President Vaclav Havel receives a farewell gift from NATO senior officials

Photo: CTK

At a ceremony on Wednesday held at Prague Castle prior to the opening of the NATO summit in Prague, Czech president Vaclav Havel was honoured by 19 heads of state for his contribution as a dissident in Communist Czechoslovakia. The statesmen also praised his commitment to peace and democracy following the Velvet Revolution in 1989.

Photo: CTK
The festive ceremony was also meant as a farewell tribute to president Vaclav Havel, whose presidential term ends in January. As Czechoslovakia's and later on the Czech Republic's president, Mr. Havel was in office for thirteen years. The Czech President was presented with an honorary copy of the North Atlantic Treaty and the Czech Republic's accession-to-NATO treaty. The main speech was delivered by French president Jacques Chirac, who said Vaclav Havel had been a light in the blackest times that Czechoslovakia experienced.

Mr. Chirac said that progress was often based on brave people's dreams. He compared Vaclav Havel to other 'dreamers', such as Winston Churchill, Nelson Mandela and Andrei Sakharov, who went on fighting until their dreams came true. He wished the Czech president good health and enough energy for materializing his future plans as a writer and as a man fully devoted to the idea of democracy.

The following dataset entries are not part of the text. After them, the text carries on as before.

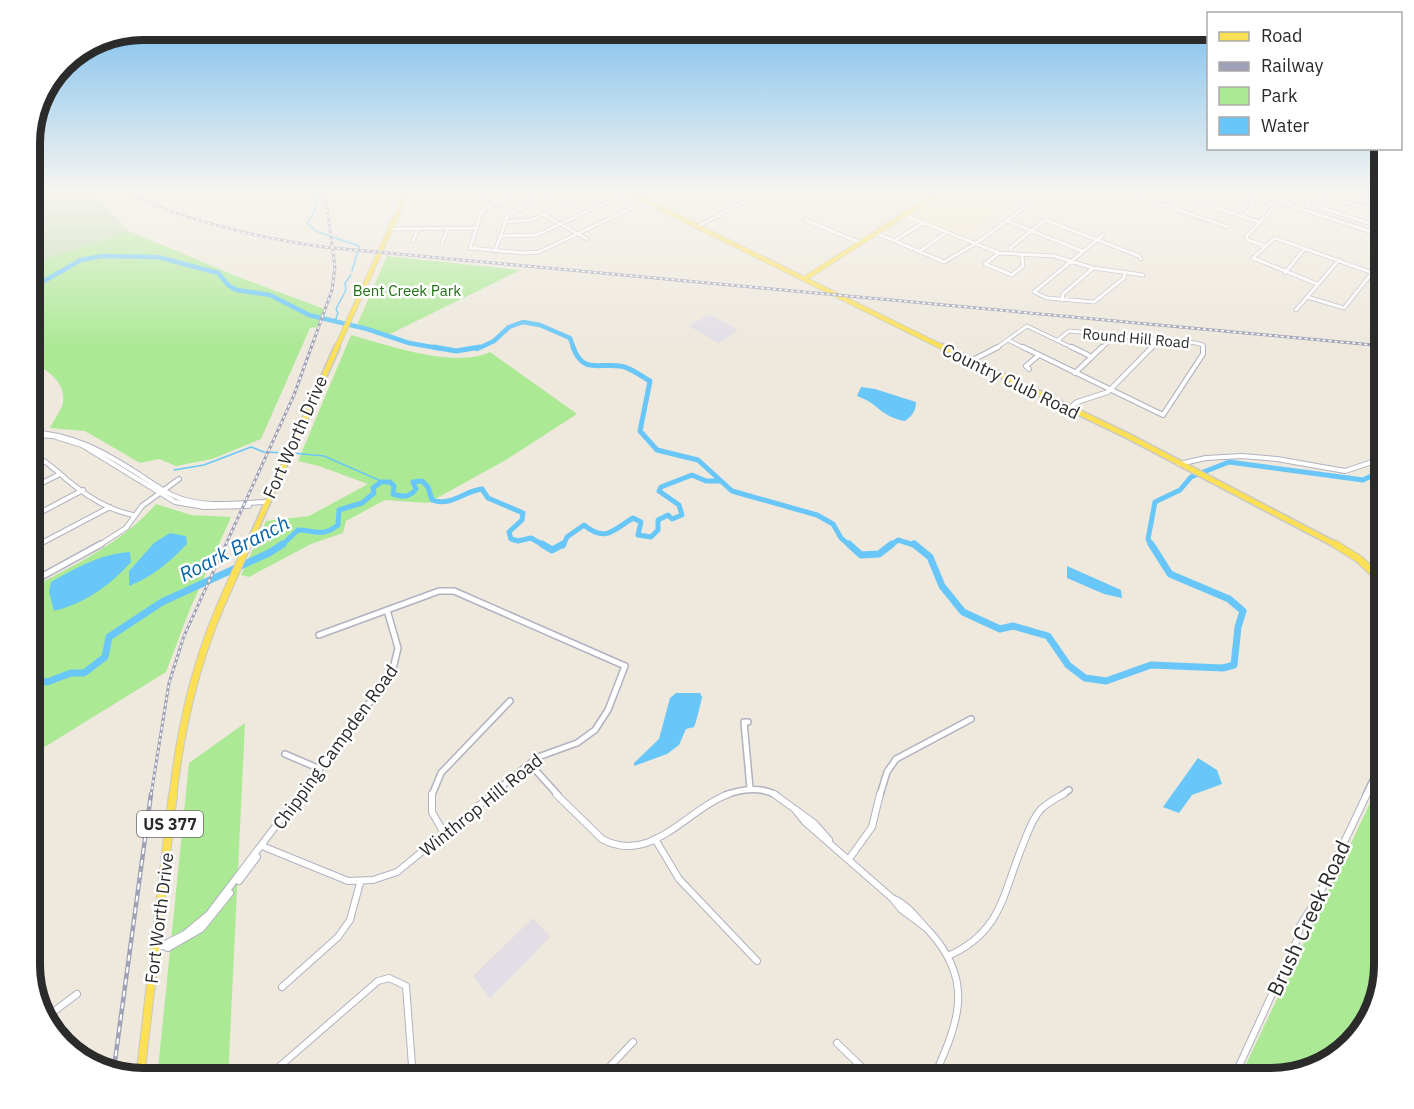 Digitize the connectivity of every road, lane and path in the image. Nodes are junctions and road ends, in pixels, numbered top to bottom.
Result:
1 (383, 244) edge
2 (471, 244) edge
3 (498, 244) edge
4 (556, 244) edge
5 (734, 244) edge
6 (860, 244) edge
7 (900, 244) edge
8 (931, 244) edge
9 (975, 244) joint
10 (1015, 244) edge
11 (1064, 244) edge
12 (1091, 244) edge
13 (1106, 244) edge
14 (1260, 244) edge
15 (1268, 244) edge
16 (1292, 244) edge
17 (1265, 246) junction
18 (1305, 248) junction
19 (1011, 250) dead end
20 (495, 251) junction
21 (1082, 251) junction
22 (919, 252) junction
23 (999, 253) junction
24 (1022, 256) junction
25 (1141, 259) dead end
26 (1071, 260) junction
27 (1339, 260) junction
28 (1093, 267) junction
29 (1125, 273) junction
30 (1285, 273) junction
31 (1372, 273) joint
32 (1143, 275) dead end
33 (804, 279) junction
34 (1317, 284) junction
35 (1307, 297) junction
36 (1062, 300) junction
37 (1296, 310) dead end
38 (1108, 335) junction
39 (1008, 340) junction
40 (1058, 340) junction
41 (1154, 340) junction
42 (1039, 355) junction
43 (1092, 357) junction
44 (971, 361) junction
45 (1029, 369) dead end
46 (1075, 373) junction
47 (1110, 390) junction
48 (1068, 410) junction
49 (41, 434) edge
50 (41, 458) edge
51 (1374, 461) edge
52 (1181, 466) junction
53 (60, 474) junction
54 (179, 479) dead end
55 (41, 484) edge
56 (83, 490) junction
57 (160, 492) junction
58 (266, 504) junction
59 (110, 507) junction
60 (41, 512) edge
61 (133, 515) junction
62 (41, 543) edge
63 (1374, 573) edge
64 (41, 577) edge
65 (387, 610) junction
66 (319, 635) dead end
67 (510, 700) dead end
68 (971, 719) dead end
69 (748, 722) dead end
70 (285, 754) dead end
71 (530, 764) junction
72 (320, 769) junction
73 (1374, 778) edge
74 (750, 788) junction
75 (1070, 790) dead end
76 (445, 835) junction
77 (655, 839) junction
78 (262, 846) junction
79 (849, 859) junction
80 (360, 883) junction
81 (159, 948) junction
82 (948, 956) junction
83 (757, 961) dead end
84 (282, 987) dead end
85 (76, 994) dead end
86 (52, 1013) edge
87 (633, 1042) dead end
88 (837, 1043) dead end
89 (141, 1068) edge
90 (278, 1068) edge
91 (412, 1068) edge
92 (608, 1068) edge
93 (863, 1068) edge
94 (937, 1068) edge
95 (1238, 1068) edge

1 - 58 main road, Fort Worth Drive / US 377
2 - 20 street
3 - 20 street
4 - 20 street
5 - 33 main road, Country Club Road
6 - 33 main road
7 - 22 street
8 - 22 street
9 - 22 street
9 - 23 street
10 - 19 street
11 - 21 street
12 - 21 street
13 - 25 street
14 - 17 street
15 - 17 street
16 - 18 street
17 - 30 street
18 - 27 street
18 - 30 street
21 - 26 street
23 - 24 street
23 - 24 street
24 - 26 street
26 - 28 street
26 - 36 street
27 - 31 street
27 - 34 street
28 - 29 street
28 - 36 street
29 - 32 street
29 - 36 street
30 - 34 street
31 - 35 street
33 - 44 main road, Country Club Road
34 - 35 street
35 - 37 street
38 - 40 street, Round Hill Road
38 - 41 street, Round Hill Road
38 - 43 street
39 - 40 street
39 - 42 street
39 - 44 street
40 - 43 street
41 - 47 street
41 - 47 street, Round Hill Road
42 - 45 street
42 - 46 street
43 - 46 street
44 - 48 main road, Country Club Road
46 - 47 street
47 - 48 street
48 - 52 main road, Country Club Road
49 - 57 street
50 - 53 street
51 - 52 street
52 - 63 main road, Country Club Road
53 - 55 street
53 - 56 street
54 - 57 street
56 - 59 street
56 - 60 street
57 - 58 street
57 - 61 street
58 - 81 main road, Fort Worth Drive / US 377
59 - 61 street
59 - 62 street
61 - 64 street
65 - 66 street, Winthrop Hill Road
65 - 71 street, Winthrop Hill Road
65 - 72 street, Chipping Campden Road
67 - 76 street
68 - 79 street
69 - 74 street
70 - 72 street
71 - 76 street, Winthrop Hill Road
71 - 77 street
72 - 78 street, Chipping Campden Road
73 - 95 street, Brush Creek Road
74 - 77 street
74 - 79 street
75 - 82 street
76 - 80 street, Winthrop Hill Road
77 - 83 street
78 - 80 street
78 - 81 street, Chipping Campden Road
79 - 82 street
80 - 84 street
81 - 89 main road, Fort Worth Drive / US 377
82 - 94 street
85 - 86 street
87 - 92 street
88 - 93 street
90 - 91 street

Mr. Havel expressed the hope that the NATO summit in Prague would bring positive results to all:

"Monsieur le President, Cher Jacques, Mr. Secretary General, Dear George, Ladies and Gentlemen, thank you very much for these kind words. Thank you very much for this wonderful gift. Please, believe me, I'm surprised, and please, believe me, I'm very touched and deeply moved. Dear friends, I hope and I'm sure that the Pague summit with its success and its results, will be a very importnat gift for the whole humankind. Thank you."